Kriterien einer pädagogischen Ethik

Welche Kriterien umfasst eine pädagogische Ethik?

Welche Fragen haben Schüler an ihre Lehrer?

Neue Ethik im Kampf um Menschlichkeit

Ethik fragt nach dem Guten, nach der richtigen Handlung. Das 20. Jahrhundert hat die Quellen des Bösen in einer nie da gewesenen Weise offengelegt. Weltkriege als Macht- und Wirtschaftskämpfe, rechts- und linksradikaler Fundamentalismus, kollektiver Sozialismus, totalitäre Regimes, Militär- und Polizeidiktaturen, Völkermord und abgrundtiefer Hass haben das Schicksal ungezählter Millionen Menschen geprägt und prägen es weiterhin.

Gut und Böse können einerseits von außen auf uns wirken, aber auch mehr oder weniger bewusst aus dem eigenen Inneren aufsteigen und so wirksam werden. So können wir fassungslos vor Beispielen von Korruption und Verlogenheit stehen, wie sie täglich durch die Medien präsentiert werden, aber gleichzeitig die Tendenzen ein und desselben Verhaltens in uns selber nicht bemerken, weil eine Gefälligkeitslüge oder eine auf eine Gegengabe abzielende „gute Tat“ uns eher selbstverständlich und harmlos erscheinen.

Eine neue Ethik ist gefragt – sie muss da ansetzen, wo der Kampf um die Menschlichkeit heute stattfindet: in jedem Einzelnen. Die Zeiten sind vorbei, in denen Entscheidungen von den Großen und Mächtigen für ein unmündiges Volk getroffen wurden. In den modernen Demokratien kommt es auf die vielen Einzelnen an, die letztlich entscheiden, wer an die Macht kommt und welche Produkte konsumiert werden. Dies ernst zu nehmen, ist der Anfang der neuen Ethik. So wie terroristische Einzelaktionen und Gewaltanwendungen jede Gesellschaft destabilisieren und chaotische Zustände herbeiführen können, so können fundamentalistische Parolen, Gruppenmeinungen und Ausgrenzungen in jedem einzelnen Menschen neutralisiert und gestoppt werden.

Fragen der Schüler an ihren Lehrer

Genau diese Fähigkeit wollen die Schüler an ihrem Lehrer erleben.

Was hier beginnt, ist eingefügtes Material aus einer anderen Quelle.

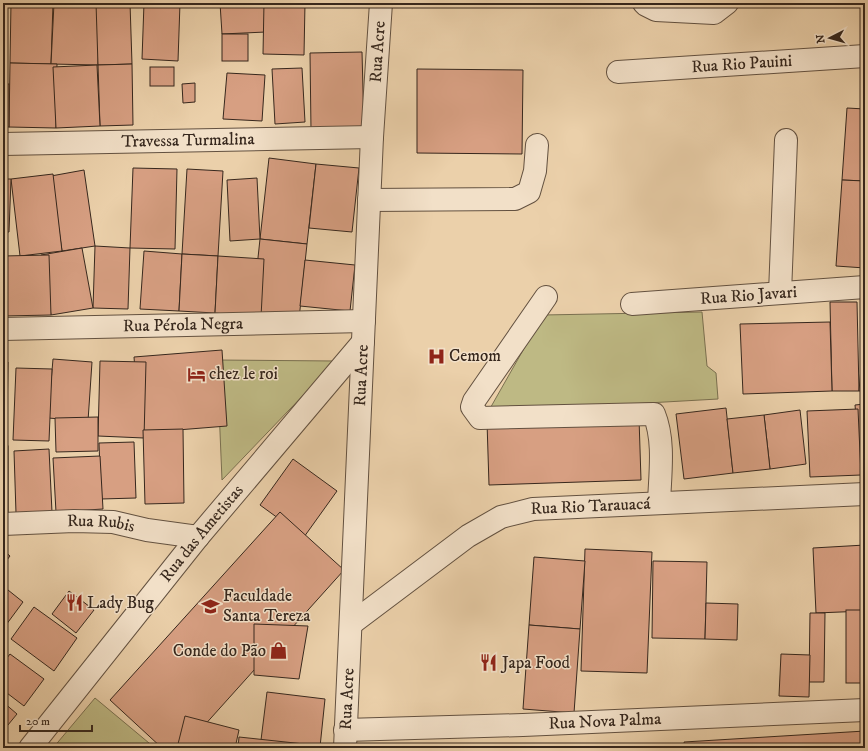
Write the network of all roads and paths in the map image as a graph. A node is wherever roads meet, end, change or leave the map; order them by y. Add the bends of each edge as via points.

Sie sitzen oder stehen ihm mit der nonverbalen Frage gegenüber:

Wer bist Du?

Wie meisterst Du das Leben?

Woher kommt das Gute?

Aus welchen Erfahrungen kannst Du sprechen?

Kannst Du mir helfen, ich selber zu werden?

Folgt man Rudolf Steiners Ausführungen über die Entwicklungsfähigkeit des Menschen, so stimmt es optimistisch, wenn man in seinem Schulungsbuch „Wie erlangt man Erkenntnisse der höheren Welten?“ liest: „Es schlummern in jedem Menschen Fähigkeiten, durch die er sich Erkenntnisse über höhere Welten erwerben kann.“1

Jeder kann lernen, menschlicher zu werden, wenn er die göttlich-geistigen Daseinsbereiche in sich selber bewusst macht, „erweckt“. Denn Entwicklung bedeutet, dass ein Späteres aus einem Früheren hervorgeht, dass man sich verwandelt, über sich, d.h. über das Bestehende hinauswächst.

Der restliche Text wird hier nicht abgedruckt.